## What to work on
Reproduce all the records word for word. Omit images.
══ Material provided
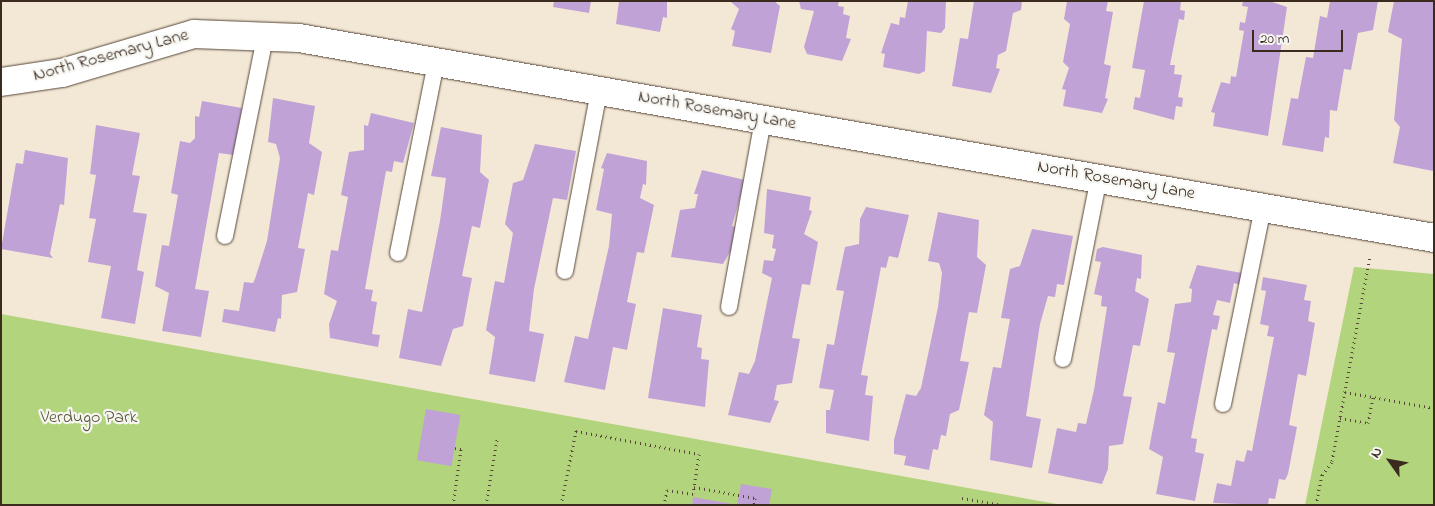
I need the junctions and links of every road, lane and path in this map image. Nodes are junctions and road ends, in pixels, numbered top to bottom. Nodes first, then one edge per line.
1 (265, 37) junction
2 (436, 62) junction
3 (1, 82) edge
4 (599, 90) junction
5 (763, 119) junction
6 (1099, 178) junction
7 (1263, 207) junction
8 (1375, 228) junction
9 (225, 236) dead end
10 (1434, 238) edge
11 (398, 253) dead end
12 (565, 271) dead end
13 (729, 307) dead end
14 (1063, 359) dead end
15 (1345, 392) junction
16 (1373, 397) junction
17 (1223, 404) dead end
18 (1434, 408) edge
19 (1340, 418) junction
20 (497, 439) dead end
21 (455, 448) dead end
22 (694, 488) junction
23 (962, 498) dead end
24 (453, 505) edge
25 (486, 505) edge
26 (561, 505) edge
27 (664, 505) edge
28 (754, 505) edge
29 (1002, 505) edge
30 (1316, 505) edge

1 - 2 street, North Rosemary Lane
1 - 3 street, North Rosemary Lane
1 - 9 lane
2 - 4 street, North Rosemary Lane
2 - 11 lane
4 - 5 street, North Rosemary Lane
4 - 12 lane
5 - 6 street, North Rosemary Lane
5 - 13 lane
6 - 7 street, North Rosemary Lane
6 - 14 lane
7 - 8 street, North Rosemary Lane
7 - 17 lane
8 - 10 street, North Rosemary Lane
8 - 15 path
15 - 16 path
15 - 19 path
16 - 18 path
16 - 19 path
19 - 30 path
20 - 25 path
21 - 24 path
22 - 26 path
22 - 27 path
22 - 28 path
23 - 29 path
════
## Expected output
I need the junctions and links of every road, lane and path in this map image. Nodes are junctions and road ends, in pixels, numbered top to bottom. Nodes first, then one edge per line.
1 (265, 37) junction
2 (436, 62) junction
3 (1, 82) edge
4 (599, 90) junction
5 (763, 119) junction
6 (1099, 178) junction
7 (1263, 207) junction
8 (1375, 228) junction
9 (225, 236) dead end
10 (1434, 238) edge
11 (398, 253) dead end
12 (565, 271) dead end
13 (729, 307) dead end
14 (1063, 359) dead end
15 (1345, 392) junction
16 (1373, 397) junction
17 (1223, 404) dead end
18 (1434, 408) edge
19 (1340, 418) junction
20 (497, 439) dead end
21 (455, 448) dead end
22 (694, 488) junction
23 (962, 498) dead end
24 (453, 505) edge
25 (486, 505) edge
26 (561, 505) edge
27 (664, 505) edge
28 (754, 505) edge
29 (1002, 505) edge
30 (1316, 505) edge

1 - 2 street, North Rosemary Lane
1 - 3 street, North Rosemary Lane
1 - 9 lane
2 - 4 street, North Rosemary Lane
2 - 11 lane
4 - 5 street, North Rosemary Lane
4 - 12 lane
5 - 6 street, North Rosemary Lane
5 - 13 lane
6 - 7 street, North Rosemary Lane
6 - 14 lane
7 - 8 street, North Rosemary Lane
7 - 17 lane
8 - 10 street, North Rosemary Lane
8 - 15 path
15 - 16 path
15 - 19 path
16 - 18 path
16 - 19 path
19 - 30 path
20 - 25 path
21 - 24 path
22 - 26 path
22 - 27 path
22 - 28 path
23 - 29 path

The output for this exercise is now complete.